BAMAKO VIBRE AU RYTME DE LA 3ème ÉDITION DU FESTIVAL ATTIÉKÉ POISSON

 

Lancée ce jeudi 23 avril à Bamako, la 3ème édition du Festival Attiéké Poisson Braisé (FAPB) promet quatre jours de festivités culinaires et musicales sur l’ïle Crocod’ île. Entre saveurs ivoiriennes et hospitalité malienne, l’événement s’impose comme le nouveau rendez-vous incontournable des gourmets sur les berges du Niger.

Le cadre est enchanteur, presque hors du temps. Sur l’Île Crocodile, au bord du fleuve, les effluves de poisson braisé et d’attiéké frais accueillent les visiteurs dans une ambiance paisible de « village reculé ». C’est ici que Serge Tebede et N’Djim Aboubacar, les deux co-promoteurs du festival, ont choisi de célébrer la richesse de la gastronomie africaine.

 

Un concept panafricain né d’une amitié

Si l’attiéké évoque immédiatement la Côte d’Ivoire, Serge Tebede tient à rectifier le tir : « Ce concept est purement africain. Que l’on soit au Mali ou ailleurs, nous sommes tous des Africains. Notre objectif est de promouvoir nos mets et de réunir toutes les nationalités vivant ici autour d’un plat commun. »

L’aventure, qui a débuté en 2011, par des soirées privées à la Villa Soudan, a bien grandi.

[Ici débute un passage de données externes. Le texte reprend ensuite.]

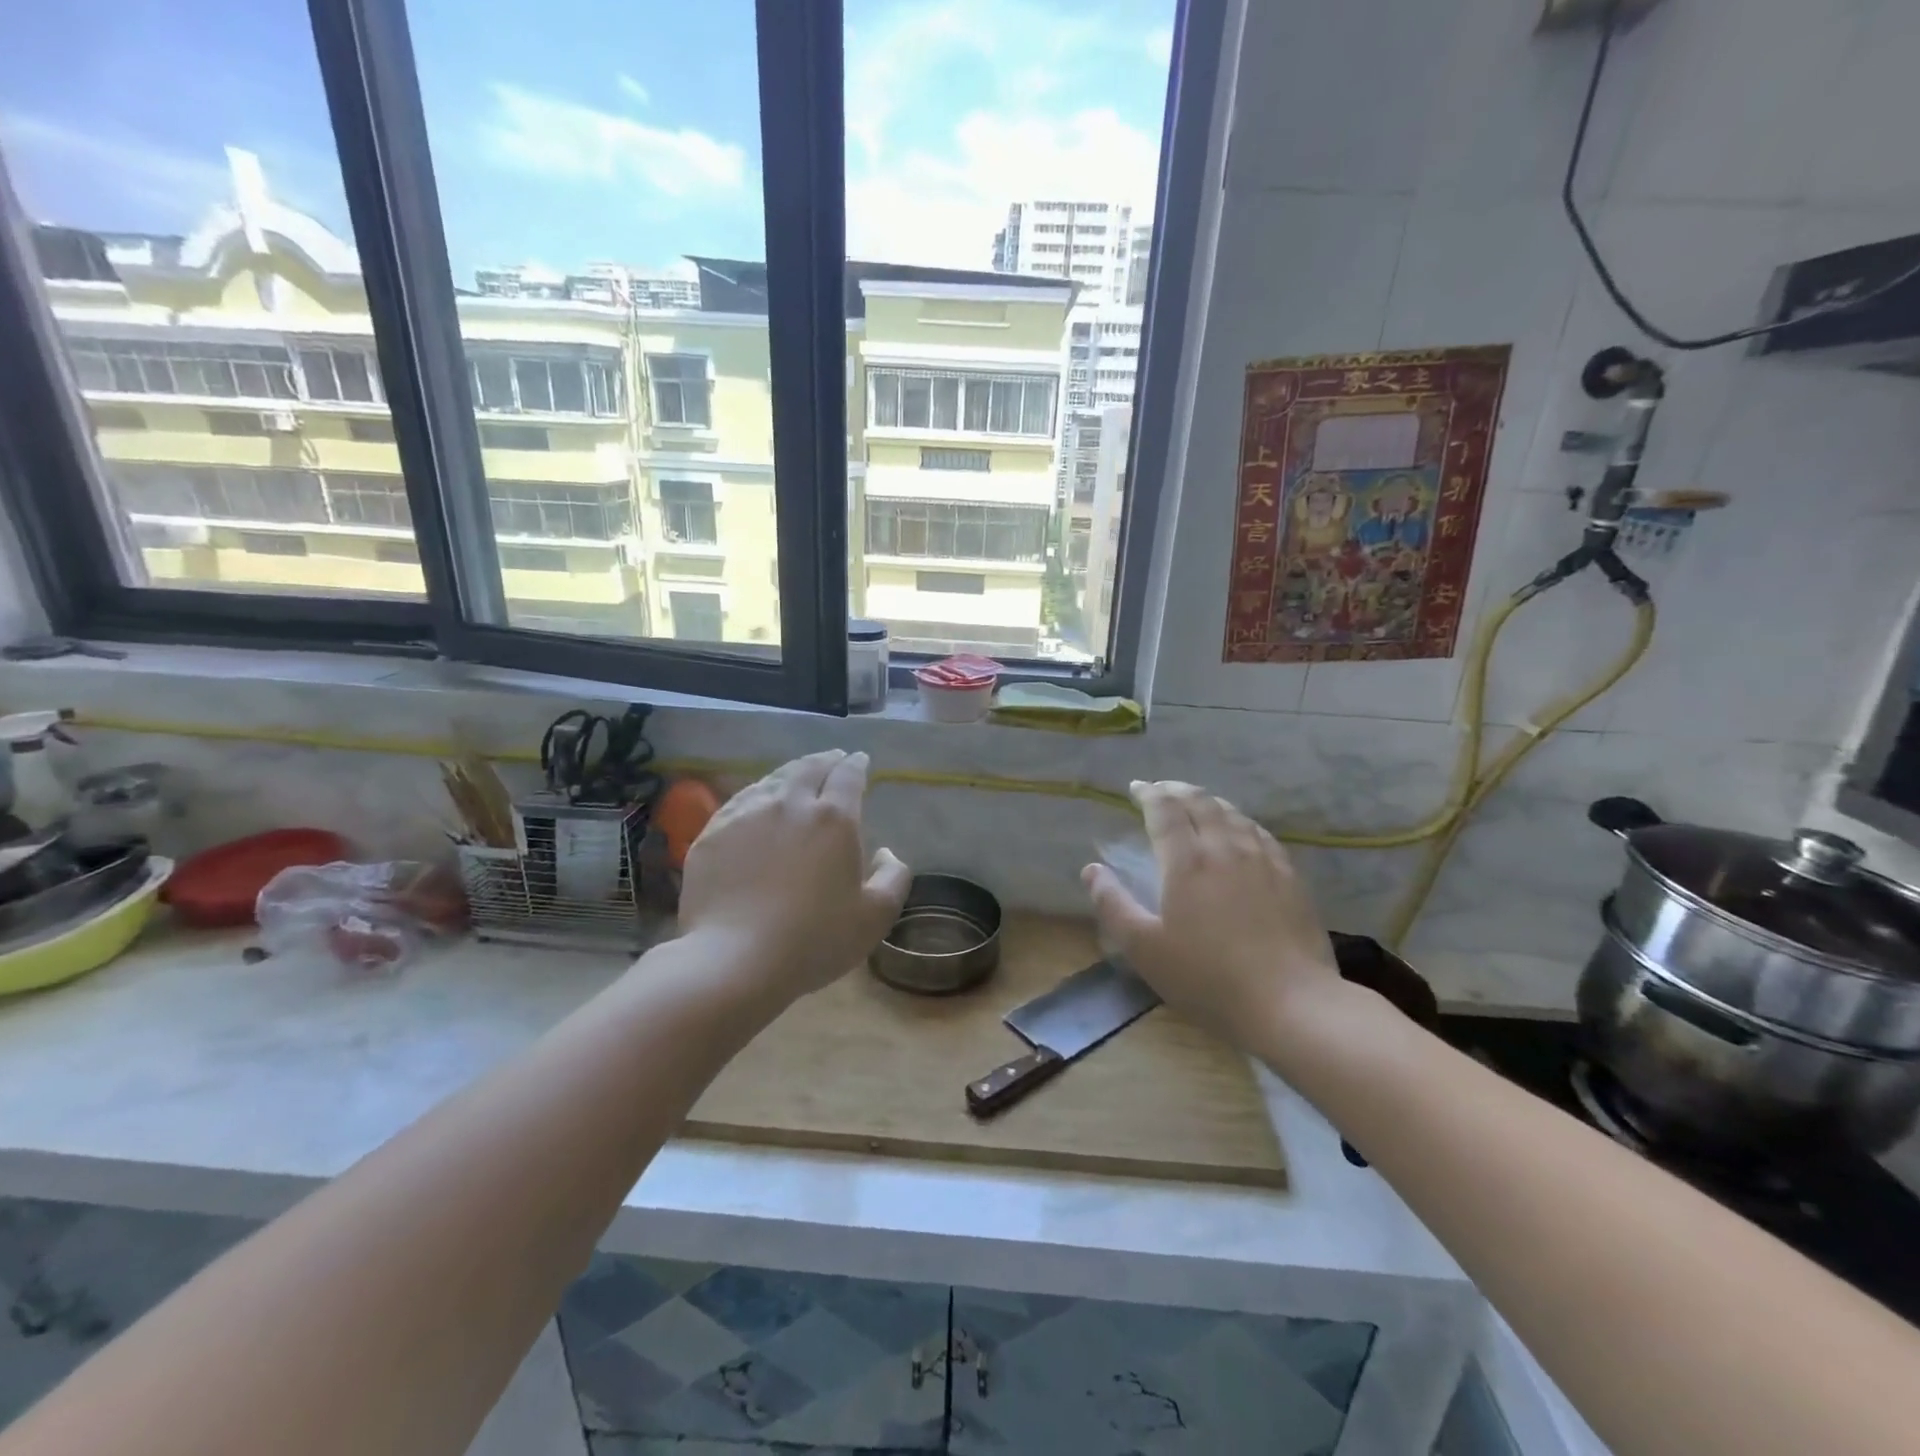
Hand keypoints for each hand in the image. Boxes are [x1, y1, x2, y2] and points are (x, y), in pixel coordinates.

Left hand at [676, 749, 910, 1002]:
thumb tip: (886, 852)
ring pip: (772, 780)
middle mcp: (790, 804)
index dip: (856, 764)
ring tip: (796, 776)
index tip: (860, 760)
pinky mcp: (713, 832)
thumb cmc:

Sous l’impulsion de son ami N’Djim Aboubacar (alias Bouba), le projet a muté en un véritable festival d’envergure en 2023. Malgré une année de pause due aux inondations à Bamako, l’équipe revient plus forte pour cette 3ème édition, portée par l’autofinancement et le soutien fidèle de partenaires comme BraMali et Extrella Foods.

« Aboudjama », concerts et convivialité

Durant quatre jours (du 23 au 26 avril), les festivaliers pourront découvrir l’attiéké sous toutes ses formes, notamment le célèbre  « Aboudjama », accompagné de poissons braisés, poulets frits, dindons ou encore de sauces crevettes. Pour les restauratrices comme Aminata Haïdara, promotrice Restaurant Ivoire Food,  ce festival est une vitrine essentielle : « C’est une opportunité de tisser des liens et de conquérir une nouvelle clientèle avec nos spécialités de cailles et de pigeons. »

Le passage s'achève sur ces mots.